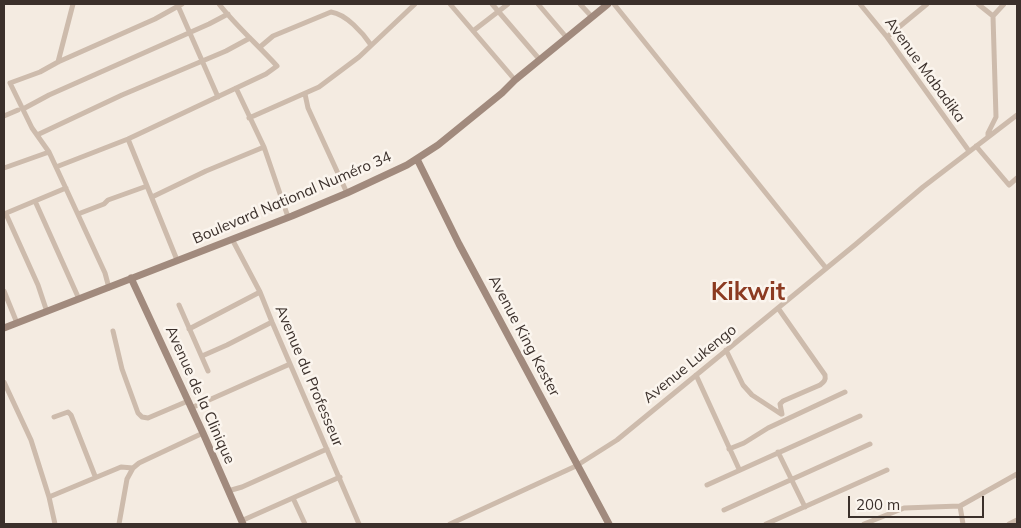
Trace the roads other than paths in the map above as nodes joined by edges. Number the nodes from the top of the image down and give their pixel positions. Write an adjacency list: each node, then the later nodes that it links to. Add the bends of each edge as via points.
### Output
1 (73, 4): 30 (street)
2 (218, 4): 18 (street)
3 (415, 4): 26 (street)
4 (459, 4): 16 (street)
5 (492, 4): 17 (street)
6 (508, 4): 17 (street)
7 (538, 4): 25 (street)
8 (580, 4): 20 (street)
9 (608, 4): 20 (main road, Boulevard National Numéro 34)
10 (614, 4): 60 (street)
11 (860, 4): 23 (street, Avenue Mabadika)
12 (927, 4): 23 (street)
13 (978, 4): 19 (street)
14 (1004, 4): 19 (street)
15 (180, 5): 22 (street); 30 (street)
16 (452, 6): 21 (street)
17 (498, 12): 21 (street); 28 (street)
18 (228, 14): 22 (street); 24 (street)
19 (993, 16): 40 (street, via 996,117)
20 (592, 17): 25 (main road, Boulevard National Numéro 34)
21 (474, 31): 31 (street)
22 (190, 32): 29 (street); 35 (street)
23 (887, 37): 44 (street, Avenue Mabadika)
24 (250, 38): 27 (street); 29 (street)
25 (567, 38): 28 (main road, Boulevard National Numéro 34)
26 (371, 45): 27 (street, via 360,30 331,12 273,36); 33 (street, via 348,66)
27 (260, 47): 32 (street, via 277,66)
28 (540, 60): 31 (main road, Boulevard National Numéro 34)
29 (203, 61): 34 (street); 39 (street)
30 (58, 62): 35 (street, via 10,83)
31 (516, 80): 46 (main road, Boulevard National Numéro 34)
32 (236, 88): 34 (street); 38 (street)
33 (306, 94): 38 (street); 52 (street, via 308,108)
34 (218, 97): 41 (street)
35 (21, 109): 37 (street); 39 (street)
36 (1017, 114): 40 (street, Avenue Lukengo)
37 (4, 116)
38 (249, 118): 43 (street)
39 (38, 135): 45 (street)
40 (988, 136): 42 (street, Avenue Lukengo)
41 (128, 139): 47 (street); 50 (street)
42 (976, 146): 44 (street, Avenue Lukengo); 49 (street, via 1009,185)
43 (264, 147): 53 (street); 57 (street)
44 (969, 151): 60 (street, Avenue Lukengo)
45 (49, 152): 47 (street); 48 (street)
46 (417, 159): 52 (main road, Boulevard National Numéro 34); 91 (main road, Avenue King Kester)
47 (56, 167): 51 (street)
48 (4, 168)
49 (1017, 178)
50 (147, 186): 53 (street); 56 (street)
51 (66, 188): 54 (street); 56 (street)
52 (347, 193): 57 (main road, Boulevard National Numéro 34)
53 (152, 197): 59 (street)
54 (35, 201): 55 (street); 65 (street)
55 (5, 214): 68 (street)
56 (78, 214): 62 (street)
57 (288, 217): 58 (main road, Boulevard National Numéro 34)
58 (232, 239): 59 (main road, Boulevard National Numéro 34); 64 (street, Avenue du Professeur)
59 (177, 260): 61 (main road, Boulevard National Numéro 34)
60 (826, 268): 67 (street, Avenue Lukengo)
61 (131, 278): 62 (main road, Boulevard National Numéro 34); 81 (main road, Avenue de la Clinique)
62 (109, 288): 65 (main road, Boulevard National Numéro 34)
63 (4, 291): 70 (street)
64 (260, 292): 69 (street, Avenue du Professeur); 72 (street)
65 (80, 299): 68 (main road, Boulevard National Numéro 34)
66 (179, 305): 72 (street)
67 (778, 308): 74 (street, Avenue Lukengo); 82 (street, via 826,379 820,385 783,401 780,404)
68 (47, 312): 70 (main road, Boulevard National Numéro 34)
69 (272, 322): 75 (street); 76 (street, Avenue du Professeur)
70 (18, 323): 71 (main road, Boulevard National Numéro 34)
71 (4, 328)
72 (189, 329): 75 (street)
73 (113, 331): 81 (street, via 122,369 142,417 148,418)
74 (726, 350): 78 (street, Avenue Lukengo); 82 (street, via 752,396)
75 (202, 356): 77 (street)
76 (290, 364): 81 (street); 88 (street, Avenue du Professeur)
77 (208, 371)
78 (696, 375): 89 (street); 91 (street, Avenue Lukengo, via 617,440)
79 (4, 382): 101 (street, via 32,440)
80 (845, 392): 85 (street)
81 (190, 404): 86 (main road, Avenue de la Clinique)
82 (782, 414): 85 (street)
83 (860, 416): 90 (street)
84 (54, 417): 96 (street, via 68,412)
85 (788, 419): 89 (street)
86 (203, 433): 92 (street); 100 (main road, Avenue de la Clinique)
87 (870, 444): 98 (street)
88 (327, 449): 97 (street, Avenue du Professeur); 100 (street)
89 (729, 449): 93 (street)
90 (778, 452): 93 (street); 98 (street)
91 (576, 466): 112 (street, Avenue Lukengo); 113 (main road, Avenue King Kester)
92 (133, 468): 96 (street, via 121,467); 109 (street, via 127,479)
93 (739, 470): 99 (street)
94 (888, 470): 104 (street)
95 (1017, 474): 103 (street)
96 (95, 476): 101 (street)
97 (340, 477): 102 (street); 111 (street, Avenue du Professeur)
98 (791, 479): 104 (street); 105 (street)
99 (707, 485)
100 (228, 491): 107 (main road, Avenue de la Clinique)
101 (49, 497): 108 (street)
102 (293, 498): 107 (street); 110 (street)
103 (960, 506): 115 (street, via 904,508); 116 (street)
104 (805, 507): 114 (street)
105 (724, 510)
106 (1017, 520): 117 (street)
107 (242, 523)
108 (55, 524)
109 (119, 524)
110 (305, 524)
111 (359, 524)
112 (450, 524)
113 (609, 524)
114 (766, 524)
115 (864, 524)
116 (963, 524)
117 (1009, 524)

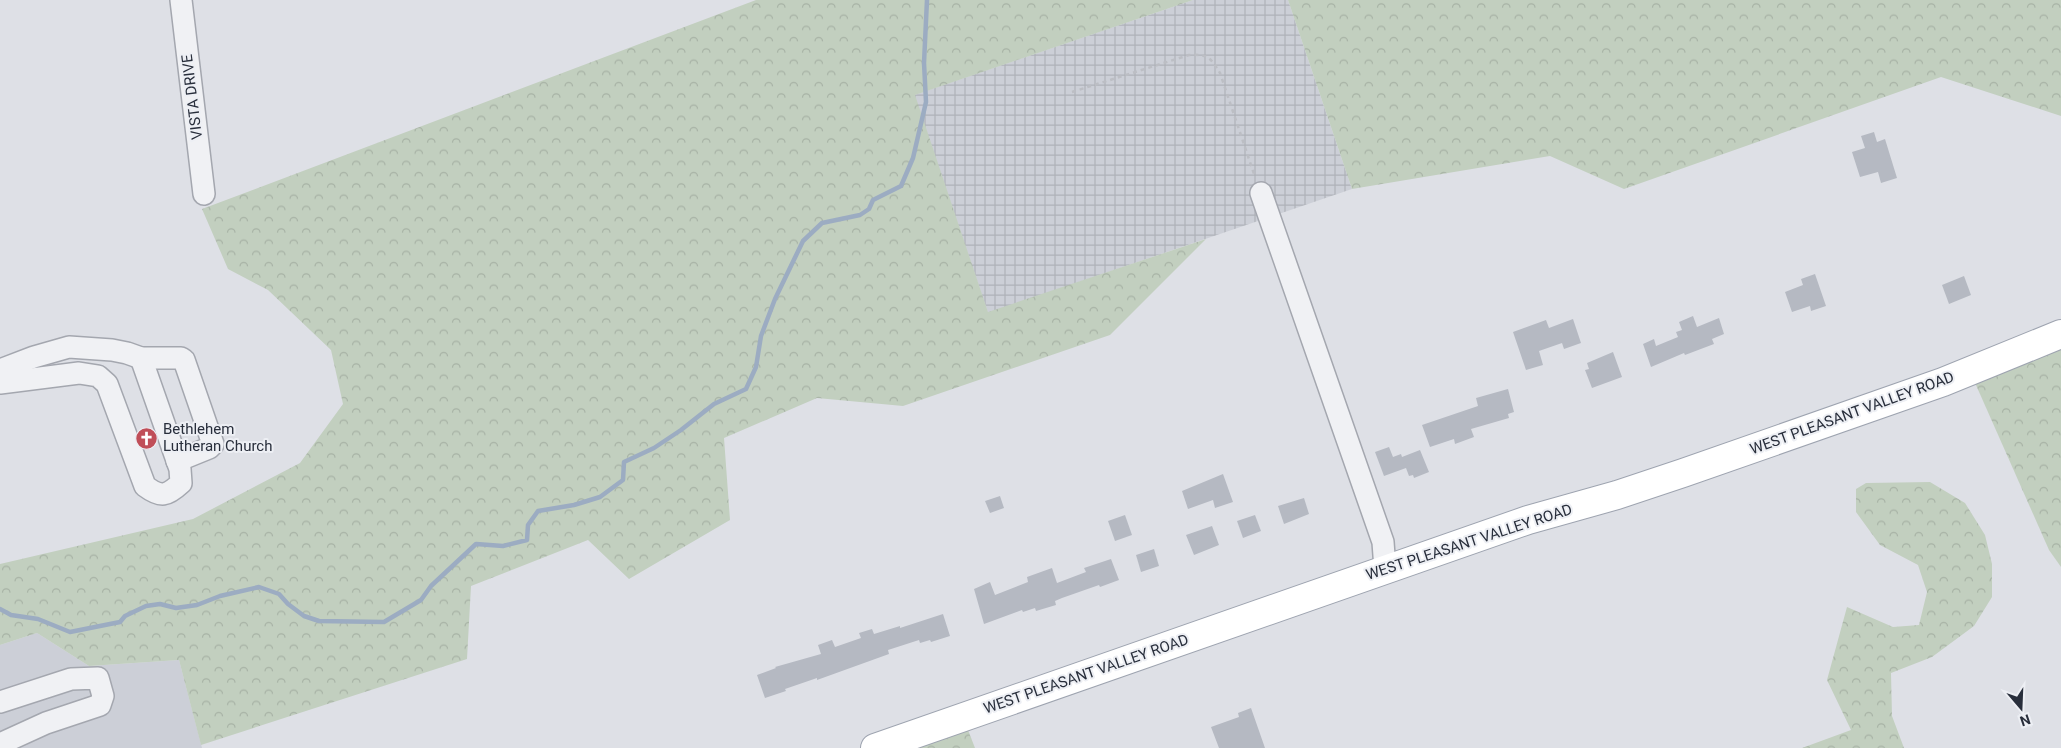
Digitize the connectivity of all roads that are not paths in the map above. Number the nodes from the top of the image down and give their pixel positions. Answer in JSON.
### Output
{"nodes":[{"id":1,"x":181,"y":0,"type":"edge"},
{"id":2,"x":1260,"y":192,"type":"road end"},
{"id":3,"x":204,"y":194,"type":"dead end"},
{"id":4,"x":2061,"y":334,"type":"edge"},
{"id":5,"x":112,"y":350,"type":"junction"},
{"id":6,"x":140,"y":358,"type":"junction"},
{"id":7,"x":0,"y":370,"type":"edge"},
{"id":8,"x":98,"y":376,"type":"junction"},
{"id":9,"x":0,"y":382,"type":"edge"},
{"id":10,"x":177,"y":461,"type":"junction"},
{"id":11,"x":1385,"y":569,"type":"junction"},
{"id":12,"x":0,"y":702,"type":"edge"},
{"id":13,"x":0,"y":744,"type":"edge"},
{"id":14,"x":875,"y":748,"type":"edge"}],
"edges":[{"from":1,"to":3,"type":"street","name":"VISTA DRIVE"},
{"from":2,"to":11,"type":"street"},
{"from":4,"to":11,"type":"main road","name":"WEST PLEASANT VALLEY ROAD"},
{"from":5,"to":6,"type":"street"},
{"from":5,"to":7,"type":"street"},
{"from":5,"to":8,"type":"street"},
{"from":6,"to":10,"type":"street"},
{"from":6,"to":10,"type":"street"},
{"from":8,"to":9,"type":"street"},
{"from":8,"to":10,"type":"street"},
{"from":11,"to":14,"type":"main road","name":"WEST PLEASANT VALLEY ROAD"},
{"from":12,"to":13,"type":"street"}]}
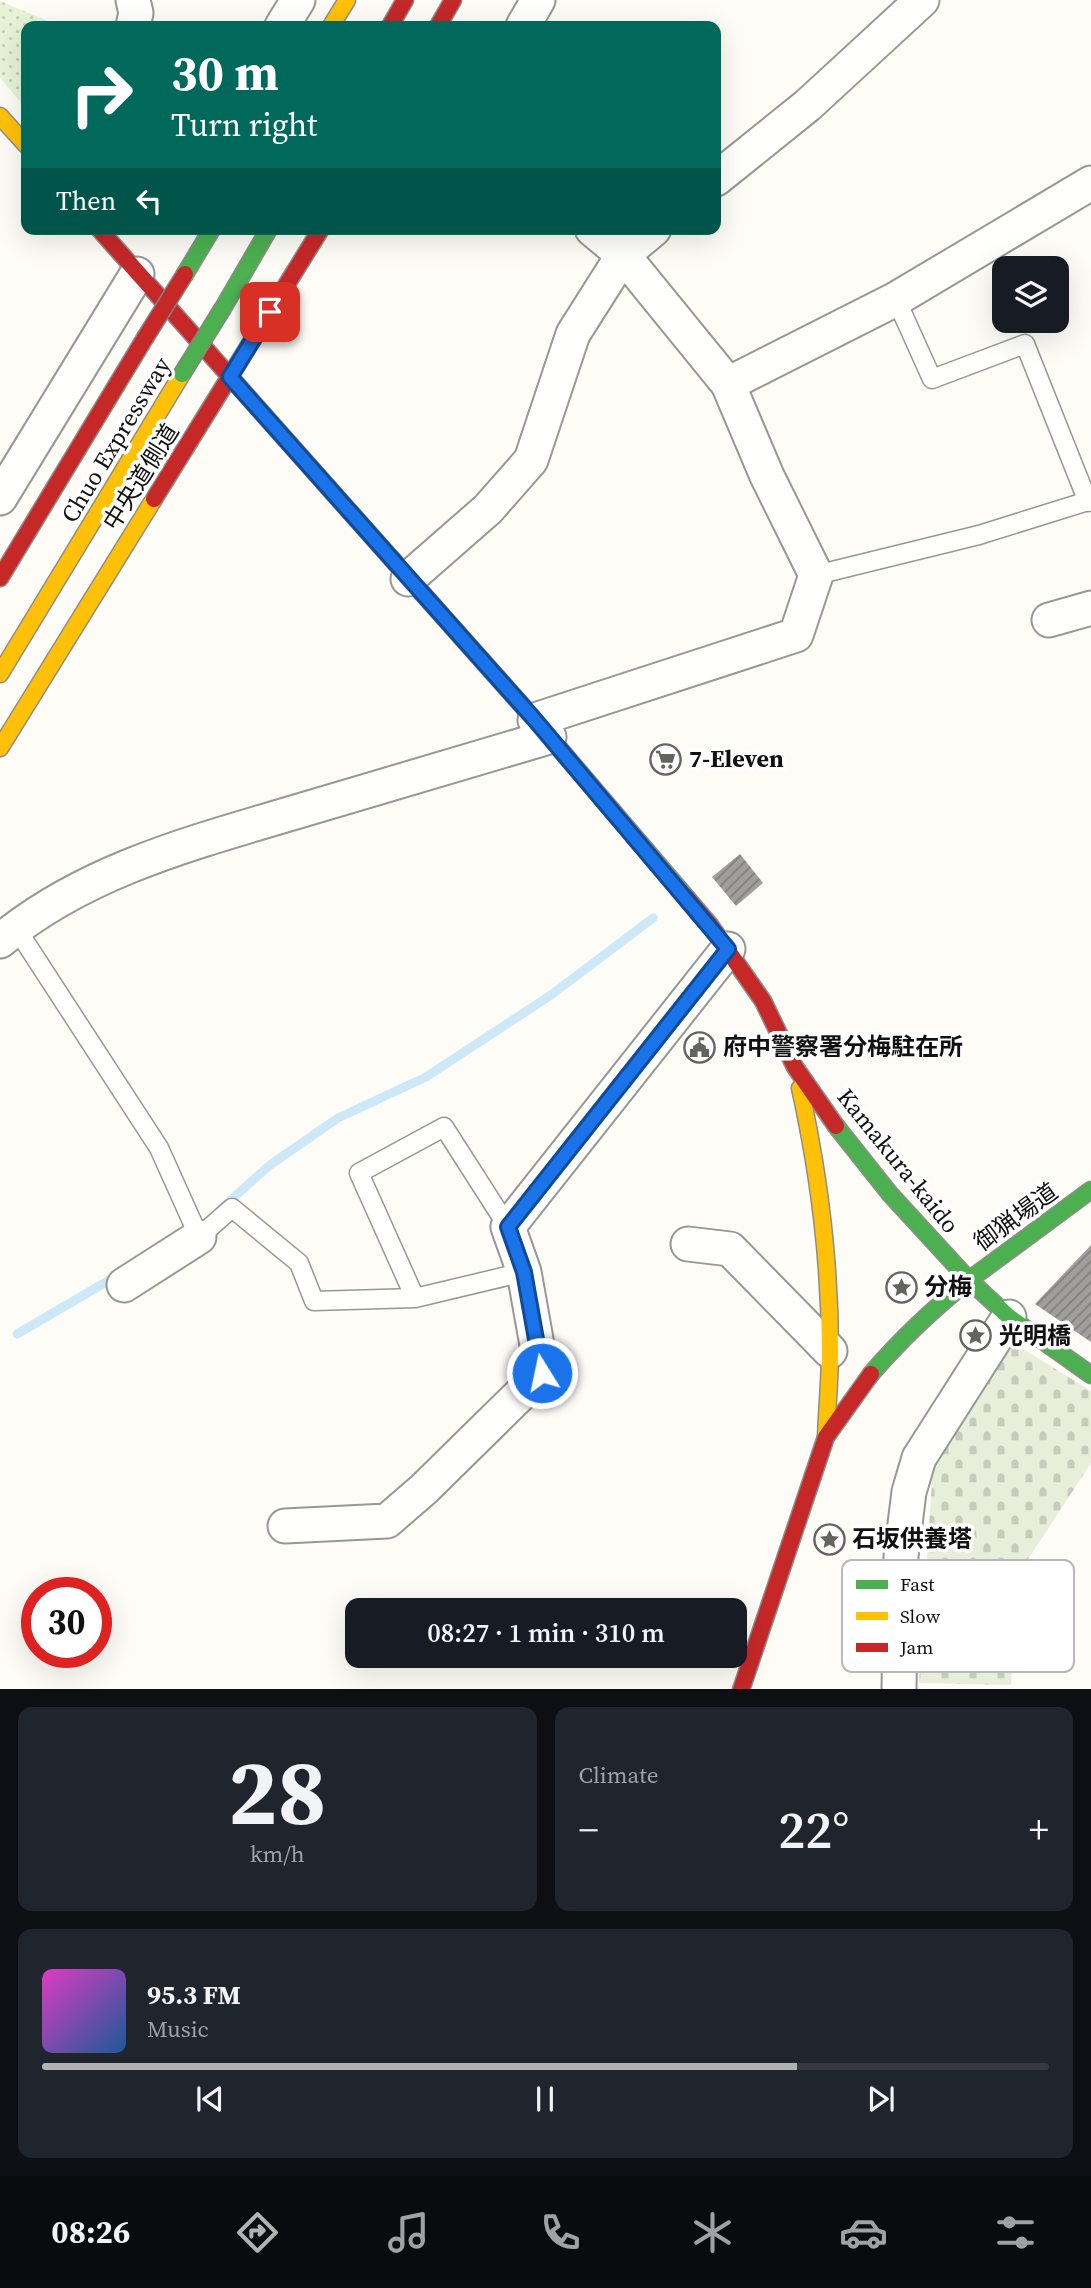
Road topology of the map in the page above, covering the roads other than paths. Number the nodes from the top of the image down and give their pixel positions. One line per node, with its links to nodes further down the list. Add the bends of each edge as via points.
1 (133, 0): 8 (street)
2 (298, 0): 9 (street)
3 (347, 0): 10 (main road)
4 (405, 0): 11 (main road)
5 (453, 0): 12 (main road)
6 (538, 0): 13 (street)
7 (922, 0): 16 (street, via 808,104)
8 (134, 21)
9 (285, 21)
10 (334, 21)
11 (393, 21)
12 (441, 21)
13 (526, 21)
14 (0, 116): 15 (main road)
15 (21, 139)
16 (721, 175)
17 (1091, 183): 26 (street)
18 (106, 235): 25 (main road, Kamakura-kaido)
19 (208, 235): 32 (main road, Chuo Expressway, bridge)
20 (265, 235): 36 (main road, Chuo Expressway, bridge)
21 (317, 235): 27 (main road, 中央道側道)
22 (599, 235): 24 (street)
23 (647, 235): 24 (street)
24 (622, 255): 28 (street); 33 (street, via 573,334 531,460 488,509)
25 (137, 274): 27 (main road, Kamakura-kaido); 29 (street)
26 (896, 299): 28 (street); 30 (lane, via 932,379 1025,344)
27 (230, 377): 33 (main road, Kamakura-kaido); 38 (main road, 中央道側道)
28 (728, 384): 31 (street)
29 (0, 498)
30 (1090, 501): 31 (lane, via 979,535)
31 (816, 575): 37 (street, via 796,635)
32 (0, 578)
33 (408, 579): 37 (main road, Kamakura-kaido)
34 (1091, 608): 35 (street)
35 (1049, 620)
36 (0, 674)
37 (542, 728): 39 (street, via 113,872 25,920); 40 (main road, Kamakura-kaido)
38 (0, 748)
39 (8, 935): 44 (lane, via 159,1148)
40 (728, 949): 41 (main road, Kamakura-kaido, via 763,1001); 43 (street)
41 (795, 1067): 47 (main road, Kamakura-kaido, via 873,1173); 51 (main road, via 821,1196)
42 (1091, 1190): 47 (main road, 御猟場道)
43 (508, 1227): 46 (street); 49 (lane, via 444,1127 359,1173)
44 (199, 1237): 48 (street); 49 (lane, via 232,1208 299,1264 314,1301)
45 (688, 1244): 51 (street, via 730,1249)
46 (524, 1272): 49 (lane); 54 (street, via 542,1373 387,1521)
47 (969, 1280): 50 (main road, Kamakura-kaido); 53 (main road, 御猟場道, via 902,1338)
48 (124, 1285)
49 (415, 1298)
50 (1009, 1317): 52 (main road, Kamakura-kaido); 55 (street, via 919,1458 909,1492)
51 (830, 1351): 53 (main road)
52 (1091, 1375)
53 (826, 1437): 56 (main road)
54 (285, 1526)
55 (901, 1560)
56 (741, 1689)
* * * * * * * * *
PROBLEM =>
How many lines of the listing above include the word "PLEASANT"? Reply with the number alone.

RESULT OF THE TASK =>
2